E dá outro exemplo: “Quatro porções de suco verde [ensinados nas aulas] saíram a R$ 2,51. Eu oriento a eles venderem a R$ 15 cada. E ainda mostro como tirar fotos dos pratos para ajudar na venda”, completou.
Os recursos para manter o projeto ainda saem do bolso de Regina, que banca o Favela Orgânica com o que recebe por cursos, workshops e serviços de buffet.
“Aqui eu pago aluguel, e na minha casa também. Faço esse trabalho todo e ninguém me patrocina. Agora eu estou captando recursos”, disse. Agora, busca outros tipos de financiamento para ampliar o projeto.
Um alívio na pandemia
Foi durante a pandemia da Covid que o Favela Orgânica ganhou um novo ânimo. Preocupada com a saúde dos moradores da comunidade, Regina desenvolveu alguns programas dentro do projeto, que incluíam o atendimento psicológico e a distribuição de quentinhas pela região.

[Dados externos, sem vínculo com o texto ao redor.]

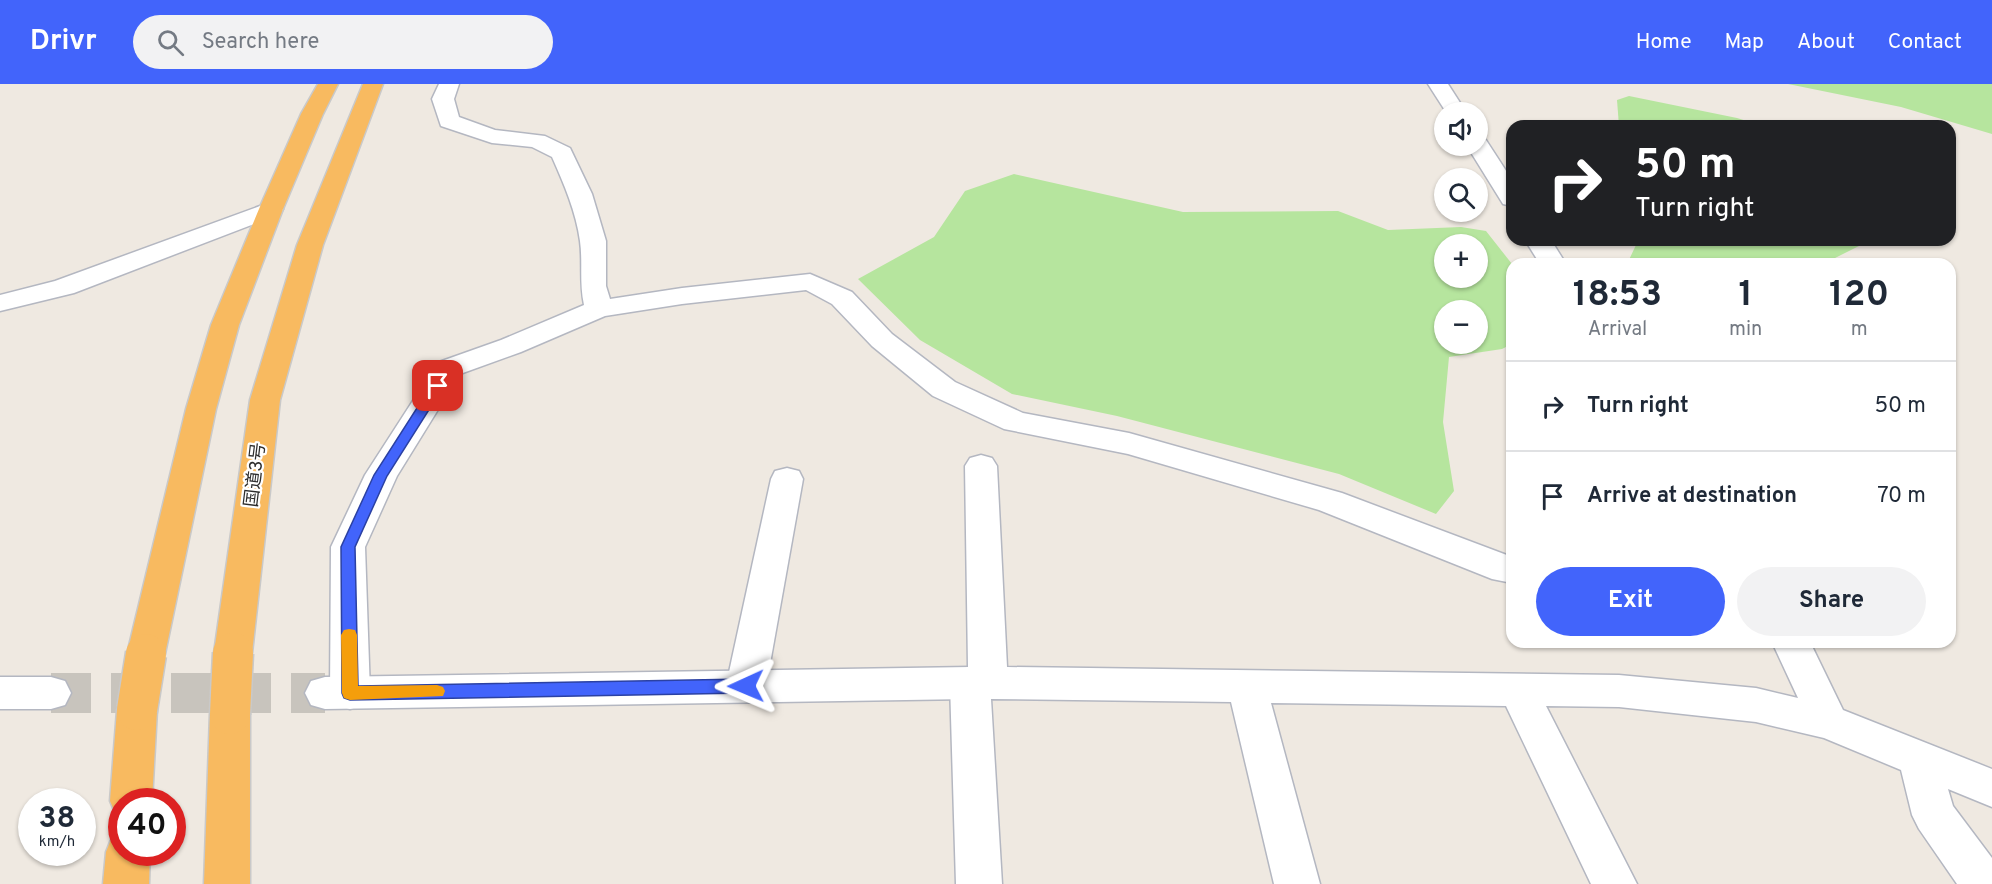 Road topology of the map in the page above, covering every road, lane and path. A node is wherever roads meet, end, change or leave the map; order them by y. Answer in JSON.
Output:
{"nodes":[{"id":1,"x":328,"y":84,"type":"edge"},
{"id":2,"x":374,"y":84,"type":"edge"},
{"id":3,"x":449,"y":84,"type":"edge"},
{"id":4,"x":1438,"y":84,"type":"edge"},
{"id":5,"x":1450,"y":102,"type":"edge"},
{"id":6,"x":1485,"y":156,"type":"edge"},
{"id":7,"x":1506,"y":189,"type":"edge"},
{"id":8,"x":271,"y":209,"type":"junction"},
{"id":9,"x":0,"y":303,"type":"edge"},
{"id":10,"x":599,"y":309,"type":"junction"},
{"id":11,"x":981,"y":466,"type":"dead end"},
{"id":12,"x":787,"y":479,"type":"dead end"},
{"id":13,"x":1506,"y":570,"type":"edge"},
{"id":14,"x":1794,"y":648,"type":"edge"},
{"id":15,"x":979,"y":682,"type":"junction"},
{"id":16,"x":746,"y":686,"type":"junction"},
{"id":17,"x":1247,"y":686,"type":"junction"},
{"id":18,"x":1518,"y":690,"type":"junction"},
{"id":19,"x":0,"y":693,"type":"edge"},
{"id":20,"x":51,"y":693,"type":"tunnel mouth"},
{"id":21,"x":1829,"y":722,"type":"junction"},
{"id":22,"x":1919,"y":759,"type":"junction"},
{"id":23,"x":132,"y":788,"type":"edge"},
{"id":24,"x":1992,"y":788,"type":"edge"},
{"id":25,"x":127,"y":866,"type":"edge"},
{"id":26,"x":126,"y":884,"type":"edge"},
{"id":27,"x":227,"y":884,"type":"edge"},
{"id":28,"x":979,"y":884,"type":"edge"},
{"id":29,"x":1297,"y":884,"type":"edge"},
{"id":30,"x":1614,"y":884,"type":"edge"},
{"id":31,"x":1984,"y":884,"type":"edge"}],
"edges":[{"from":1,"to":8,"type":"highway"},
{"from":2,"to":27,"type":"highway","name":"国道3号","bridge":true},
{"from":3,"to":10,"type":"street"},
{"from":4,"to":5,"type":"street"},
{"from":6,"to":7,"type":"street"},
{"from":8,"to":9,"type":"street"},
{"from":8,"to":23,"type":"highway","bridge":true},
{"from":10,"to":13,"type":"street"},
{"from":10,"to":16,"type":"street"},
{"from":11,"to":15,"type":"street"},
{"from":12,"to":16,"type":"street"},
{"from":14,"to":21,"type":"street"},
{"from":15,"to":16,"type":"street"},
{"from":15,"to":17,"type":"street"},
{"from":15,"to":28,"type":"street"},
{"from":17,"to":18,"type":"street"},
{"from":17,"to":29,"type":"street"},
{"from":18,"to":21,"type":"street"},
{"from":18,"to":30,"type":"street"},
{"from":19,"to":20,"type":"street"},
{"from":21,"to":22,"type":"street"},
{"from":22,"to":24,"type":"street"},
{"from":22,"to":31,"type":"street"},
{"from":25,"to":26,"type":"highway"}]}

“Fui paciente do Favela Orgânica, sou até hoje”, afirmou Maria Benedita, 62. Conhecida pelos vizinhos como Mary, ela participou das aulas de aproveitamento completo dos alimentos durante a crise sanitária, além do acompanhamento nutricional.
“Na época, a Regina trabalhou com quentinhas orgânicas, restauradoras da saúde. Isso ajudou muito, foi um abraço, um carinho e um acolhimento muito gostoso para os moradores da comunidade, que estavam enfraquecidos por causa da pandemia”, disse a moradora.
Outro programa foi o curso online “Faça e Venda: Sem Desperdício”, que ensinava sobre o ciclo completo do alimento, da colheita ao descarte adequado, sem desperdício. Com a linguagem acessível, termo usado pela própria Regina, as aulas eram voltadas para lideranças comunitárias para que elas replicassem os aprendizados nas áreas em que moram. Mais de 300 pessoas foram capacitadas.
“Eu parei de usar o termo comida de verdade, porque ficou banal. Como eu vou falar ‘comida de verdade’ para quem só tem miojo em casa? Nesse caso, com uma hortaliça eu posso ajudar a melhorar [a alimentação dessa pessoa]”, afirmou a chef.
O Favela Orgânica também criou a websérie “Cesta Básica Educativa”, com 30 episódios que ensinavam como fazer com que os alimentos que eram doados rendessem mais. As receitas ainda estão disponíveis no canal do YouTube do projeto.